ASSIGNMENT:
Return the count of lines in the following records that include "hand", and nothing more.

INPUT:
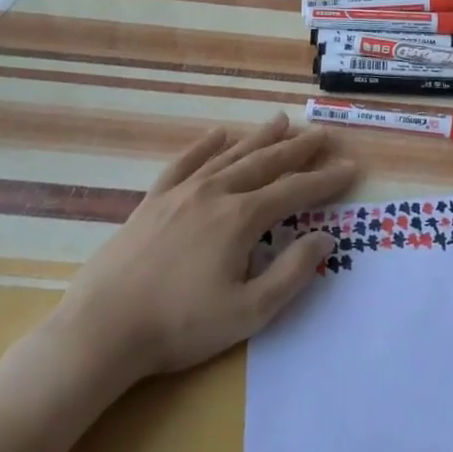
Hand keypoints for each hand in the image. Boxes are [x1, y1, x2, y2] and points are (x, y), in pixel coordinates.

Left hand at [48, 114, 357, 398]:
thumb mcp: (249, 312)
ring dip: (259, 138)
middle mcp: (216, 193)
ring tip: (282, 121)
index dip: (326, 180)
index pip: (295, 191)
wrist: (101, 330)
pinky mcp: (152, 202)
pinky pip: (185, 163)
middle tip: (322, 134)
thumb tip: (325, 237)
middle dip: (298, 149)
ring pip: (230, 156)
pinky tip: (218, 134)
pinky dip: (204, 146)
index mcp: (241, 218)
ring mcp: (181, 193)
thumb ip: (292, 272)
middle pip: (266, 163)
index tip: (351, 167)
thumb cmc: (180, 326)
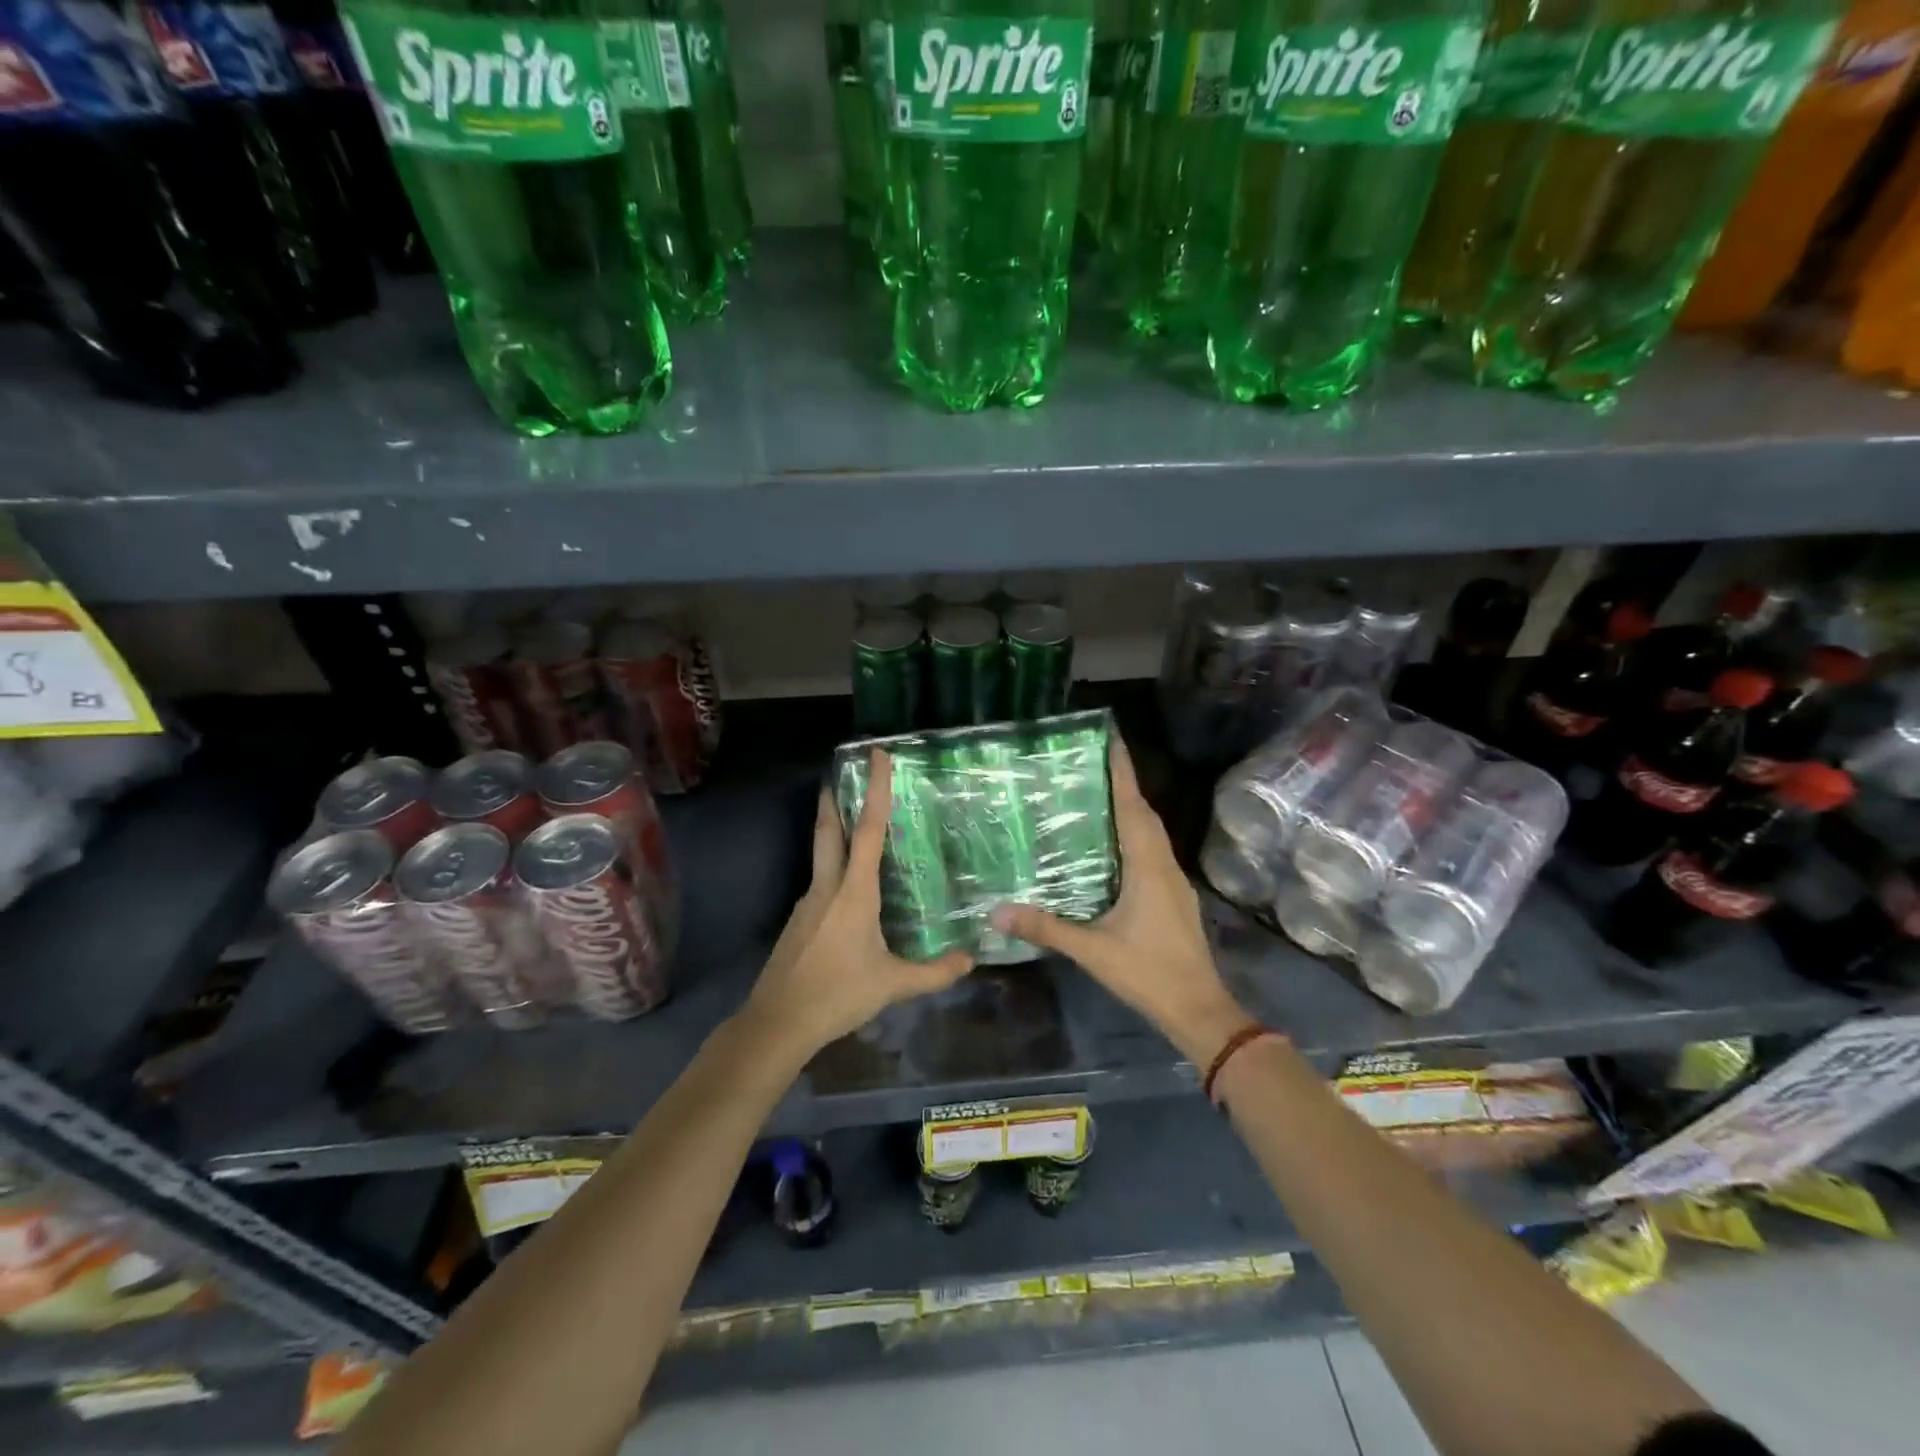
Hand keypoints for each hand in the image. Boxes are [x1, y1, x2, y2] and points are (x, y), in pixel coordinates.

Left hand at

* * *

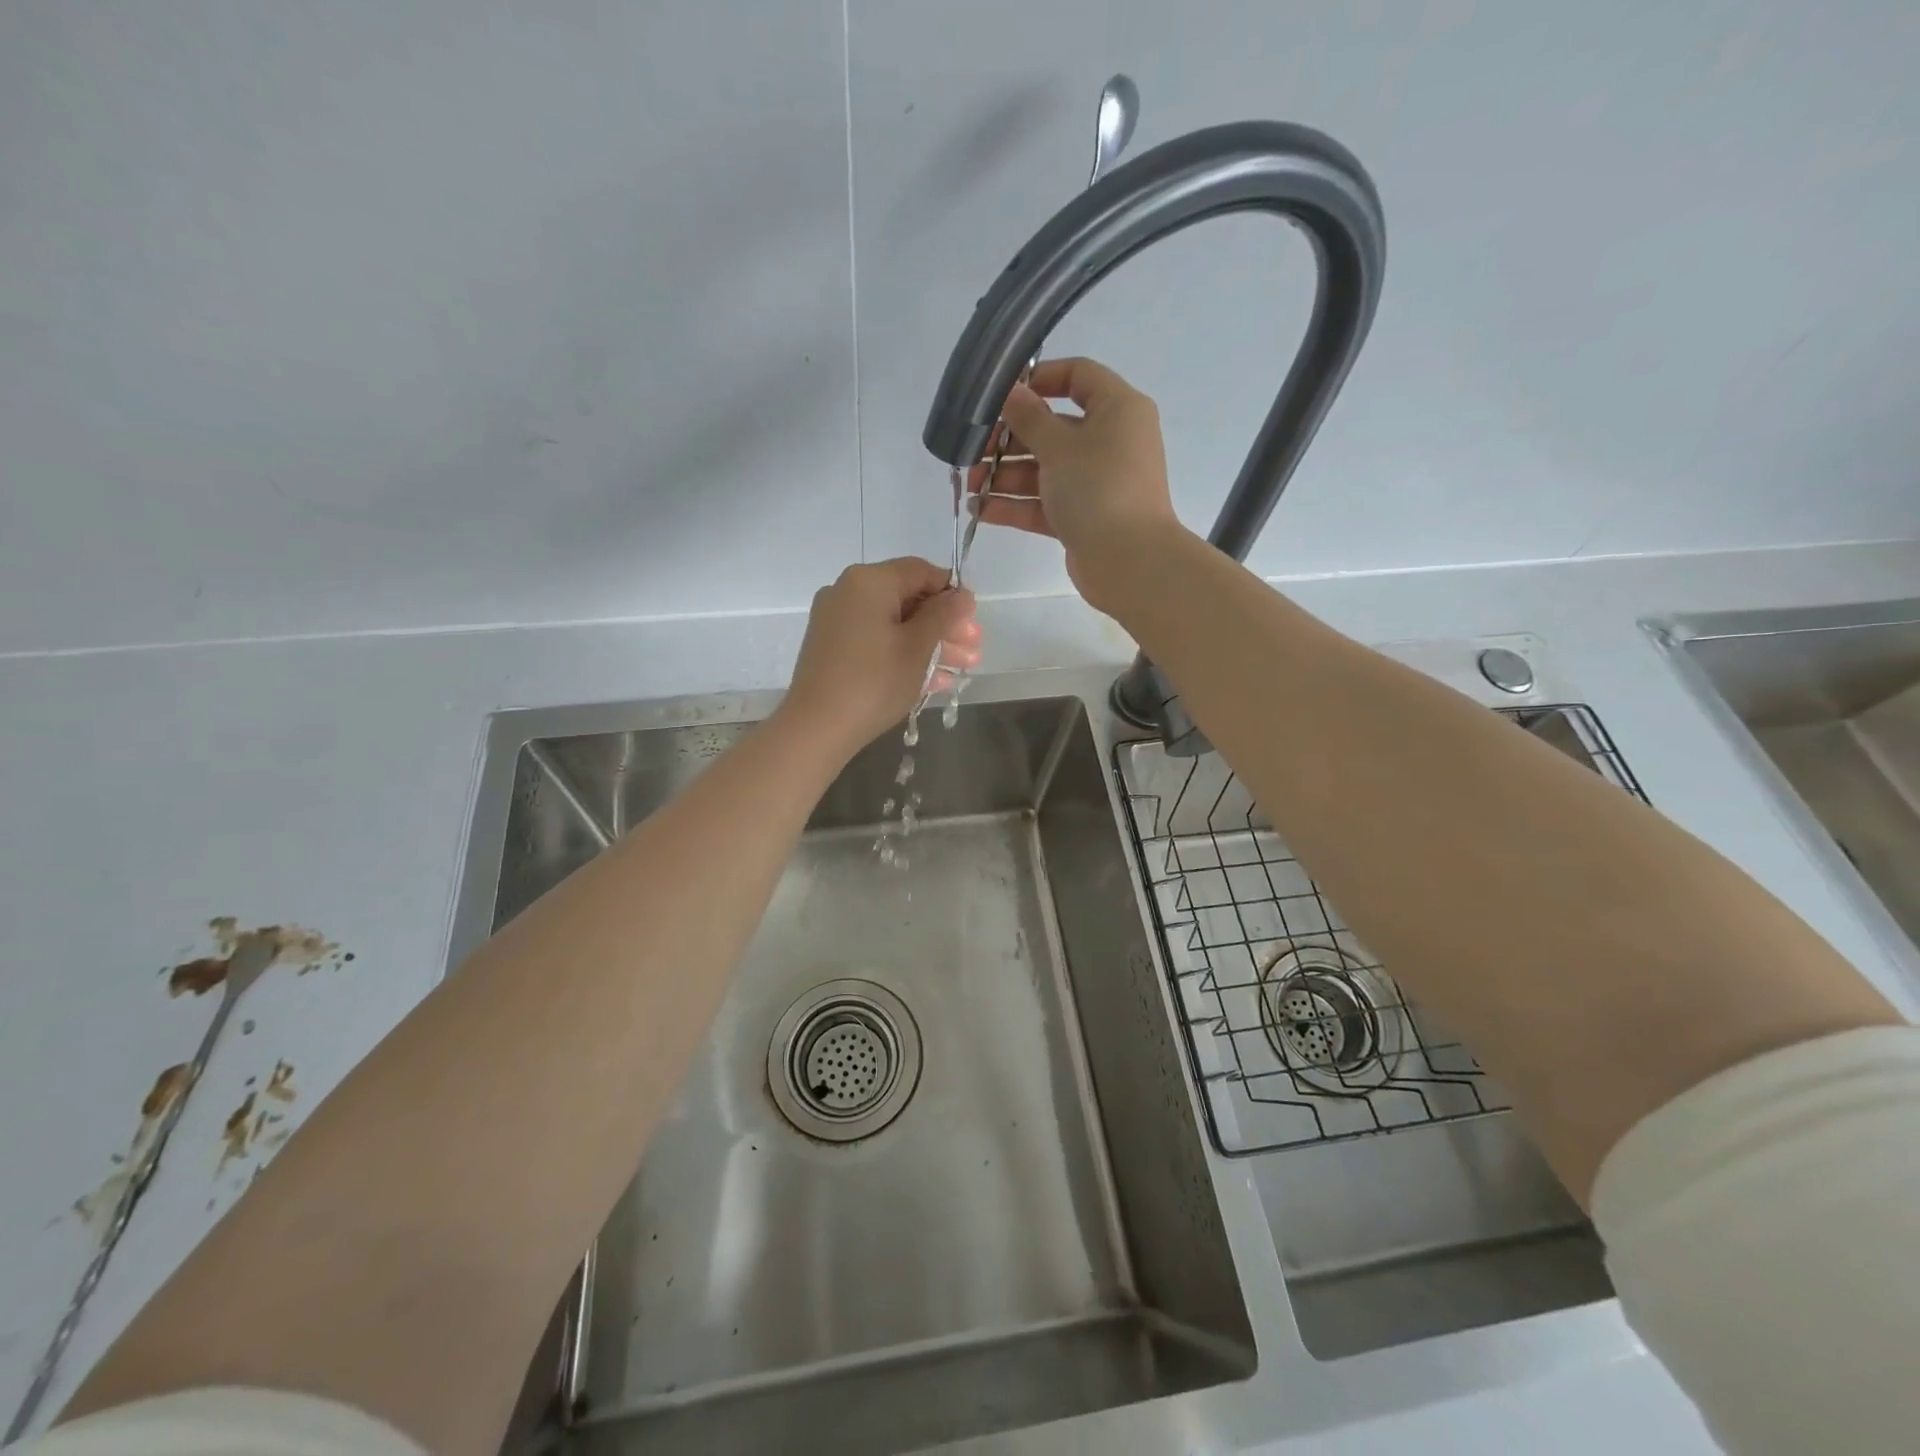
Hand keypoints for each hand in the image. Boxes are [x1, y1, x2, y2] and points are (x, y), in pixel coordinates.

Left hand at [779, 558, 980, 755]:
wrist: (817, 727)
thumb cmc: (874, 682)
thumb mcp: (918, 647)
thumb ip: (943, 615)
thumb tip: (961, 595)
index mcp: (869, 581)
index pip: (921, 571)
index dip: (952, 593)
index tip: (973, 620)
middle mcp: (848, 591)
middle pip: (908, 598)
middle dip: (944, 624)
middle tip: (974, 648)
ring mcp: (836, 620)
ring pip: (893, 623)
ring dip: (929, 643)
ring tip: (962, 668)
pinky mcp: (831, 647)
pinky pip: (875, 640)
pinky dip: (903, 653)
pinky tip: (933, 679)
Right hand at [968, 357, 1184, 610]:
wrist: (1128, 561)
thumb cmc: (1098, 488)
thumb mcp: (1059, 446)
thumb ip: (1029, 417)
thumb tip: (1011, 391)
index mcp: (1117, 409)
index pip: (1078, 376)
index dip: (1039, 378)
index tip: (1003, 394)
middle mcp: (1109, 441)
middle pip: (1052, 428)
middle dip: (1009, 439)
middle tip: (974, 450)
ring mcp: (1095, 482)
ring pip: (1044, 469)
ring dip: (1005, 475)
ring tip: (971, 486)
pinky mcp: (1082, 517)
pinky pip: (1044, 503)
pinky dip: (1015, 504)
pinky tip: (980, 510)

TASK OUTPUT:
7